-- Exercise objective --
Search the data below for the string "dead" and copy all lines where it shows up.

Items listed in a dataset
***
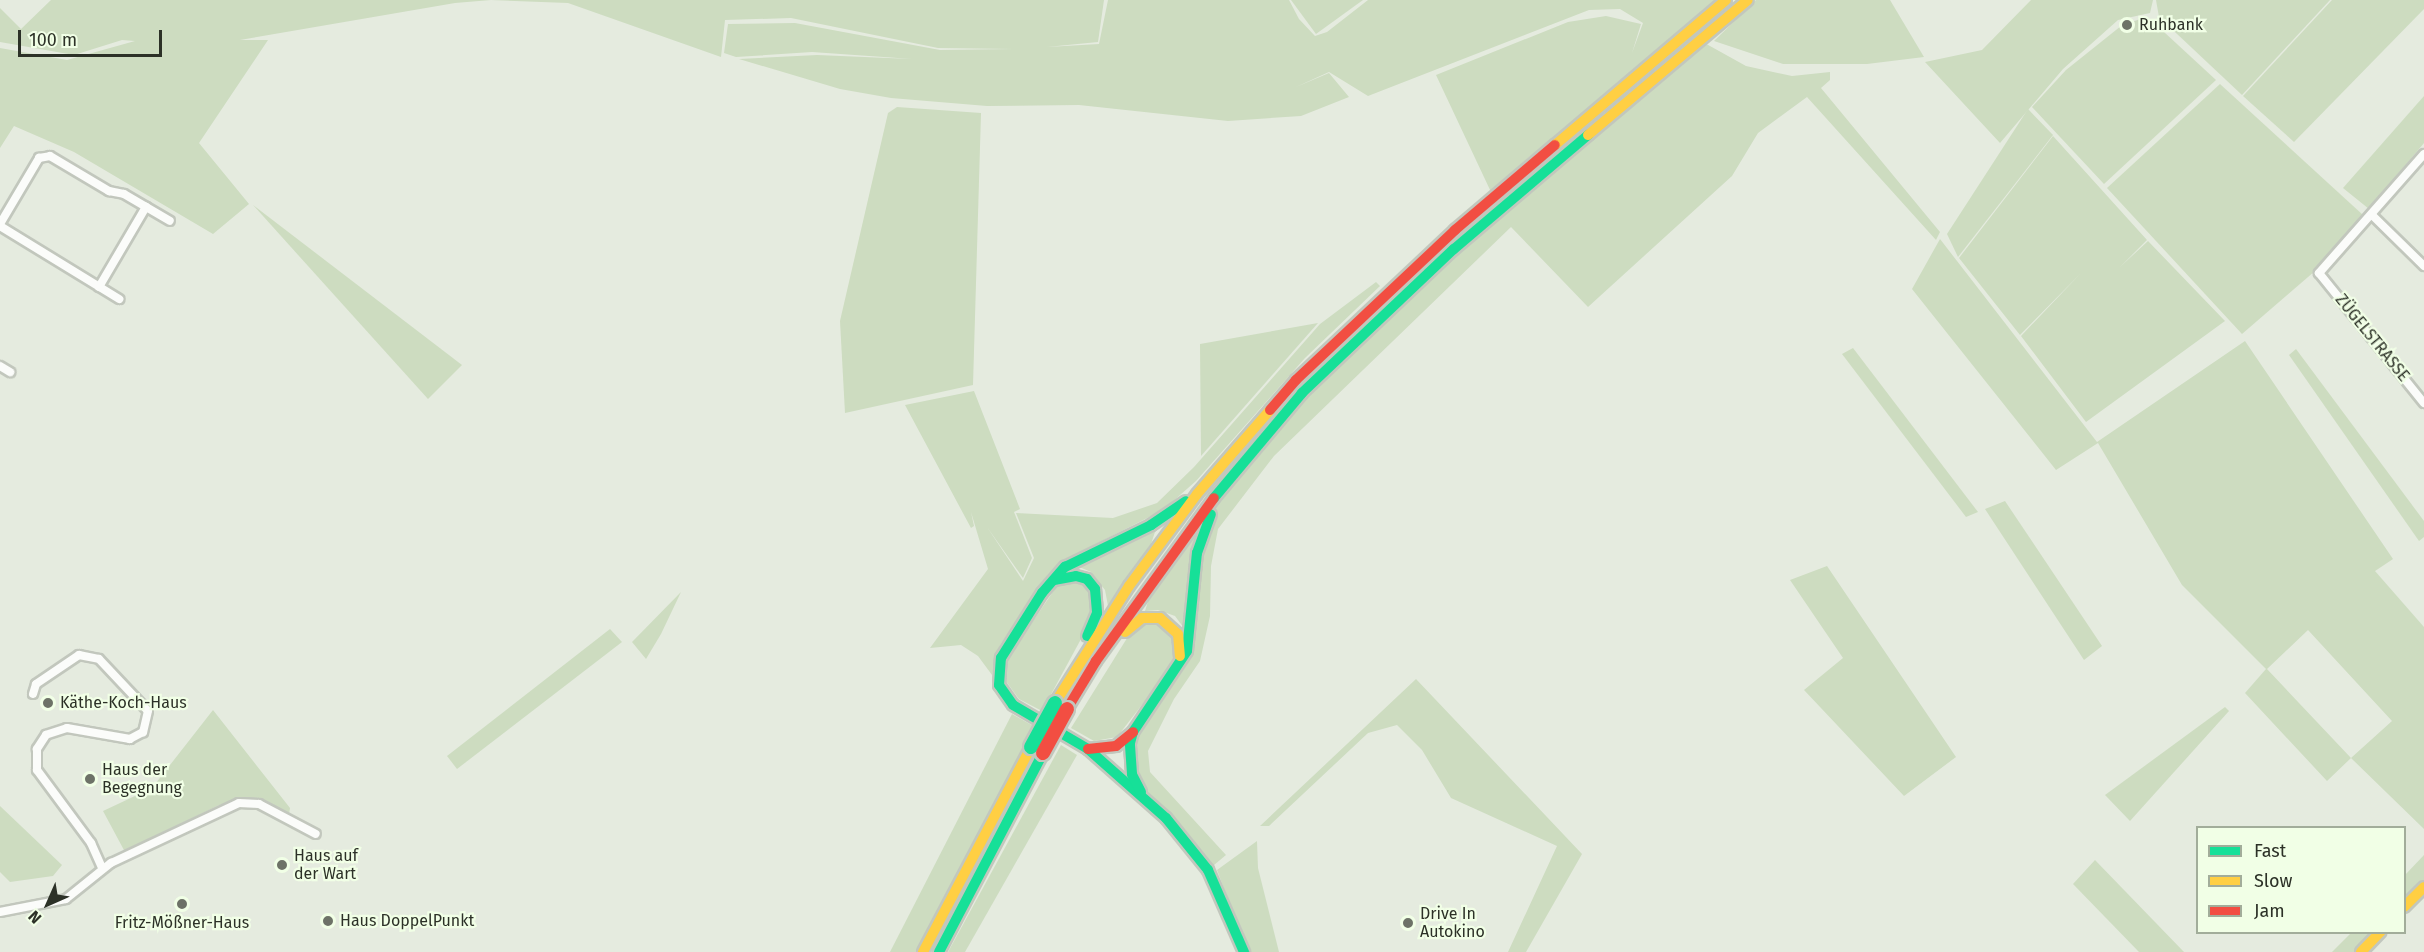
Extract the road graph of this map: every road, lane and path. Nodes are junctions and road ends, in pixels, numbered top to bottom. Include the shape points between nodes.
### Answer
1 (1748, 0) edge
2 (1723, 3) edge
3 (1664, 64) junction
4 (2424, 153) edge
5 (146, 207) junction
6 (2372, 215) junction
7 (170, 221) dead end
8 (0, 225) edge
9 (2424, 266) edge
10 (99, 287) junction
11 (119, 298) dead end
12 (0, 366) edge
13 (10, 372) dead end
14 (2424, 403) edge
15 (1230, 476) junction
16 (1197, 494) junction
17 (1054, 580) junction
18 (1084, 652) junction
19 (1096, 661) junction
20 (1179, 665) junction
21 (33, 694) dead end
22 (1133, 732) junction
23 (1088, 749) junction
24 (1037, 750) junction
25 (1141, 792) junction
26 (316, 834) dead end
27 (102, 868) junction
28 (2424, 887) edge
29 (2406, 905) edge
30 (0, 912) edge
31 (2379, 934) edge
32 (923, 952) edge
33 (939, 952) edge
34 (1244, 952) edge
35 (2361, 952) edge

1 - 3 main road
2 - 3 main road
3 - 15 main road via 1384,313 1302,393
3 - 16 main road via 1455,230 1365,312 1296,380
4 - 6 street
5 - 7 street
5 - 8 street via 124,194 109,191 50,156 39,158
5 - 10 street
6 - 9 street
6 - 14 street, ZÜGELSTRASSE via 2319,273
8 - 10 street
10 - 11 street
12 - 13 street
15 - 19 main road
15 - 20 main road via 1205,523 1197,553 1187,651
16 - 17 main road via 1151,525 1065,567
16 - 18 main road
17 - 18 main road via 1076,576 1087,579 1095,589 1097,613
17 - 23 main road via 1001,658 999,685 1013,705
18 - 24 main road, bridge via 1054,703
19 - 20 main road via 1134,622 1150,616 1170,623 1178,634 1182,644
19 - 24 main road, bridge
20 - 22 main road
21 - 27 street via 36,684 79,655 99,659 148,711 143,732 130,739 67,728 46,735 37,749 37,770 91,843
22 - 23 main road via 1116,746
22 - 25 main road via 1130,761
23 - 25 main road
24 - 32 main road
24 - 33 main road
25 - 34 main road via 1208,870
26 - 27 street via 259,804 239,803 219,809
27 - 30 street via 66,899
28 - 29 main road
31 - 35 main road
***
-- Response area --
7 (170, 221) dead end
11 (119, 298) dead end
13 (10, 372) dead end
21 (33, 694) dead end
26 (316, 834) dead end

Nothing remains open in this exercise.